Se llaman capitulares las leyes civiles y eclesiásticas publicadas por los reyes de Francia en los siglos VIII y IX, con acuerdo de los señores obispos del reino, reunidos en juntas que llamaban sínodos, y también placita y colloquia. En los negocios civiles, los grandes y prelados discutían y deliberaban juntos; en los eclesiásticos únicamente tomaban parte los obispos. Se llamaron capitulares de la palabra capítulo, con lo cual se denominaba a toda ley o constitución. Su autoridad fue grande en los vastos dominios del Imperio, de los cuales por algún tiempo también formaron parte Italia y el territorio romano, siendo muchos de ellos incluidos después en las colecciones de cánones que se fueron formando en los siglos posteriores. Estos capitulares andaban sueltos, según se habían publicado, hasta que en el ario 827 recogió el abad Ansegiso91 en cuatro libros varios pertenecientes a Carlomagno y Ludovico Pío; y más adelante, hacia el año 845, un diácono de Maguncia, llamado Benito, formó otros tres libros con los que había omitido Ansegiso y los que se publicaron después de él.92

§ 81.-Colecciones de Reginon, Abbón y Burcardo.

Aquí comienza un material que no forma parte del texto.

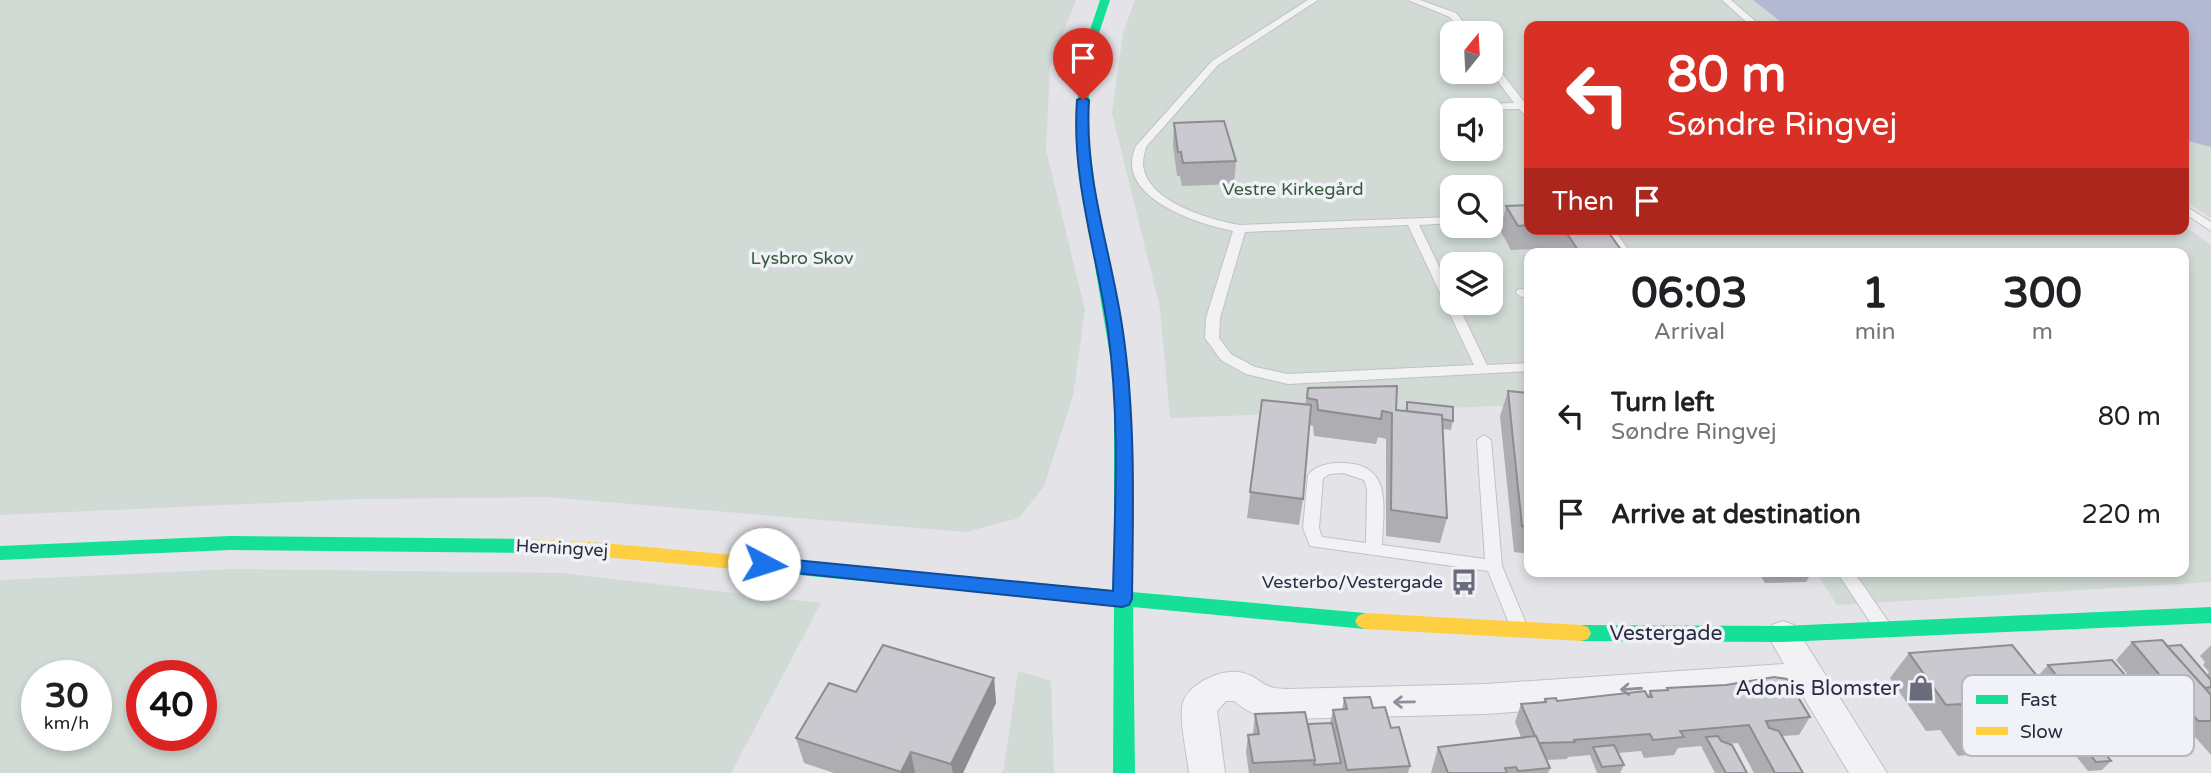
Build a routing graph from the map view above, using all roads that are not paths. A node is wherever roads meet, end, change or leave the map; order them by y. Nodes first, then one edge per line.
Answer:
1 (1105, 0) edge
2 (1314, 0) edge
3 (1412, 0) edge
4 (1726, 0) edge
5 (1458, 21) edge
6 (1750, 21) edge
7 (1503, 81) edge
8 (1522, 106) junction
9 (1503, 107) edge
10 (1524, 109) edge
11 (2189, 212) edge
12 (1524, 217) edge
13 (1503, 218) edge
14 (1440, 221) edge
15 (1412, 222) junction
16 (2211, 227) edge
17 (1240, 229) junction
18 (1524, 367) edge
19 (1483, 370) junction
20 (1484, 440) dead end
21 (1374, 549) junction
22 (0, 553) edge
23 (1494, 566) junction
24 (1848, 577) edge
25 (1122, 599) junction
26 (2211, 615) edge
27 (1519, 630) junction
28 (1885, 631) junction
29 (1783, 635) junction
30 (1808, 676) junction
31 (1124, 773) edge
32 (1207, 773) edge
33 (1869, 773) edge

1 - 25 street
2 - 17 lane
3 - 5 lane
4 - 6 lane
7 - 8 lane
8 - 9 lane
8 - 10 lane
11 - 16 lane
12 - 13 lane
14 - 15 lane
15 - 17 lane
15 - 19 lane
17 - 19 lane
18 - 19 lane
20 - 23 lane
21 - 21 lane
21 - 23 lane
22 - 25 street, Herningvej
23 - 27 lane
24 - 28 lane
25 - 27 street, Vestergade
25 - 31 street
26 - 28 street, Vestergade
27 - 29 street, Vestergade
28 - 29 street, Vestergade
29 - 30 street
30 -> 32 street
30 - 33 street

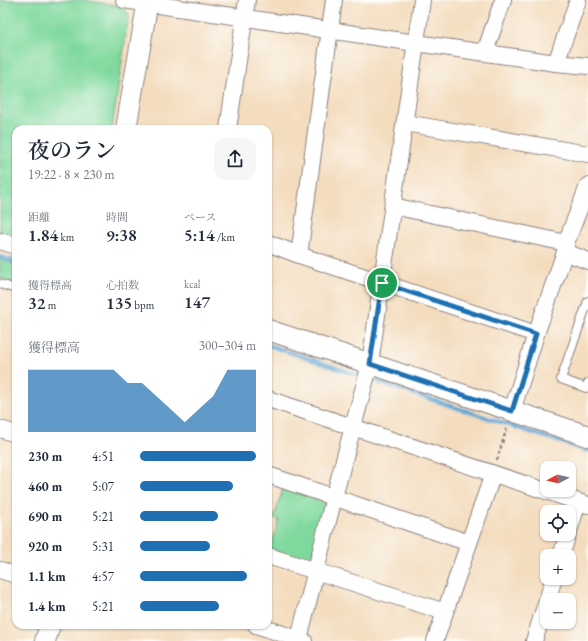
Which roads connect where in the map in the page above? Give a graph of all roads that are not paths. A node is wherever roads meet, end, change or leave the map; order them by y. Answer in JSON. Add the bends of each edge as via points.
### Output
{"nodes":[{"id":1,"x":124,"y":0,"type":"edge"},
{"id":2,"x":247,"y":0,"type":"edge"},
{"id":3,"x":334,"y":0,"type":"edge"},
{"id":4,"x":422,"y":0,"type":"edge"},
{"id":5,"x":503,"y":0,"type":"edge"},
{"id":6,"x":578,"y":0,"type":"edge"},
{"id":7,"x":148,"y":2,"type":"edge"},
{"id":8,"x":244,"y":19,"type":"junction"},
{"id":9,"x":330,"y":30,"type":"junction"},
{"id":10,"x":416,"y":44,"type":"junction"},
{"id":11,"x":485,"y":52,"type":"junction"},
{"id":12,"x":556,"y":63,"type":"junction"},
{"id":13,"x":588,"y":66,"type":"edge"},
{"id":14,"x":405,"y":123,"type":"junction"},
{"id":15,"x":127,"y":125,"type":"edge"},
{"id":16,"x":229,"y":125,"type":"edge"},
{"id":17,"x":588,"y":154,"type":"edge"},
{"id":18,"x":588,"y":186,"type":"edge"},
{"id":19,"x":394,"y":206,"type":"junction"},
{"id":20,"x":0,"y":240,"type":"edge"},
{"id":21,"x":12,"y":244,"type":"edge"},
{"id":22,"x":272,"y":245,"type":"edge"},
{"id":23,"x":566,"y":248,"type":"junction"},
{"id":24,"x":299,"y":255,"type":"junction"},
{"id":25,"x":588,"y":261,"type":"edge"},
{"id":26,"x":382,"y":283,"type":"junction"},
{"id":27,"x":0,"y":284,"type":"edge"},
{"id":28,"x":12,"y":288,"type":"edge"},
{"id":29,"x":588,"y":301,"type":"edge"},
{"id":30,"x":272,"y":331,"type":"edge"},
{"id":31,"x":536,"y":334,"type":"junction"},
{"id":32,"x":370,"y":364,"type":"junction"},
{"id":33,"x":588,"y":383,"type":"edge"},
{"id":34,"x":272,"y":400,"type":"edge"},
{"id":35,"x":512,"y":411,"type":"junction"},
{"id":36,"x":353,"y":428,"type":"junction"},
{"id":37,"x":0,"y":429,"type":"edge"},
{"id":38,"x":12,"y":433,"type":"edge"},
{"id":39,"x":588,"y":436,"type":"edge"},
{"id":40,"x":493,"y":474,"type":"junction"},
{"id":41,"x":272,"y":476,"type":"edge"},
{"id":42,"x":334,"y":497,"type":"junction"},
{"id":43,"x":583,"y":503,"type":"edge"},
{"id":44,"x":576,"y":518,"type":"edge"},
{"id":45,"x":469,"y":543,"type":"junction"},
{"id":46,"x":272,"y":557,"type":"edge"},
{"id":47,"x":0,"y":570,"type":"edge"},
{"id":48,"x":316,"y":572,"type":"junction"},
{"id":49,"x":12,"y":574,"type":"edge"},
{"id":50,"x":445,"y":612,"type":"junction"},
{"id":51,"x":540,"y":622,"type":"edge"},
{"id":52,"x":49,"y":629,"type":"edge"},
{"id":53,"x":268,"y":629,"type":"edge"},
{"id":54,"x":302,"y":640,"type":"edge"},
{"id":55,"x":45,"y":641,"type":"edge"},
{"id":56,"x":435,"y":641,"type":"edge"},
{"id":57,"x":534,"y":641,"type":"edge"}],
"edges":[{"from":1,"to":7,"type":"street"},
{"from":2,"to":8,"type":"street"},
{"from":3,"to":9,"type":"street"},
{"from":4,"to":10,"type":"street"},
{"from":5,"to":11,"type":"street"},
{"from":6,"to":12,"type":"street"},
{"from":7,"to":8,"type":"street"},
{"from":7,"to":15,"type":"street"},
{"from":8,"to":9,"type":"street"},
{"from":8,"to":16,"type":"street"},
{"from":9,"to":10,"type":"street"},
{"from":9,"to":24,"type":"street"},
{"from":10,"to":11,"type":"street"},
{"from":10,"to":14,"type":"street"},
{"from":11,"to":12,"type":"street"},
{"from":12,"to":13,"type":"street"},
{"from":14,"to":17,"type":"street"},
{"from":14,"to":19,"type":"street"},
{"from":18,"to":23,"type":"street"},
{"from":19,"to":23,"type":"street"},
{"from":19,"to":26,"type":"street"},
{"from":20,"to":21,"type":"street"},
{"from":22,"to":24,"type":"street"},
{"from":23,"to":25,"type":"street"},
{"from":23,"to":31,"type":"street"},
{"from":24,"to":26,"type":"street"},
{"from":26,"to":31,"type":"street"},
{"from":26,"to":32,"type":"street"},
{"from":27,"to":28,"type":"lane"},
{"from":29,"to":33,"type":"lane","via":[[561,379],[586,388]]},
{"from":30,"to":32,"type":"street"},
{"from":31,"to":35,"type":"street"},
{"from":32,"to":35,"type":"street"},
{"from":32,"to":36,"type":"street"},
{"from":34,"to":36,"type":"street"},
{"from":35,"to":39,"type":"street"},
{"from":36,"to":40,"type":"street"},
{"from":36,"to":42,"type":"street"},
{"from":37,"to":38,"type":"street"},
{"from":40,"to":43,"type":"street"},
{"from":40,"to":45,"type":"street"},
{"from":41,"to":42,"type":"street"},
{"from":42,"to":45,"type":"street"},
{"from":42,"to":48,"type":"street"},
{"from":43,"to":44,"type":"street"},
{"from":45,"to":50,"type":"street"},
{"from":46,"to":48,"type":"street"},
{"from":47,"to":49,"type":"street"},
{"from":48,"to":50,"type":"street"},
{"from":48,"to":54,"type":"street"},
{"from":50,"to":56,"type":"street"},
{"from":51,"to":57,"type":"street"},
{"from":52,"to":55,"type":"street"},
{"from":53,"to":54,"type":"street"}]}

El Abad Reginon,93 vir vita et eruditione celeberrimus, como dice en sus anales su contemporáneo Trithemio, abad también, publicó su colección, después del año 906, para el uso de las iglesias de Alemania. Abbón, abad de Fleury, en Francia, publicó la suya a fines del siglo X94, y la de Burcardo, obispo de Worms, en Alemania, salió a luz desde el año 1012 a 1023.95




ArribaAbajoCapítulo VIII

§ 82.-Derecho canónico nuevo.96

La segunda época en que se divide el Derecho Canónico por razón de su Historia es el Derecho Canónico Nuevo, que comprende el Decreto de Graciano, las Decretales de Gregorio IX, el Sexto de las Decretales, las Clementinas y las Extravagantes. Estas colecciones forman el cuerpo del Derecho común.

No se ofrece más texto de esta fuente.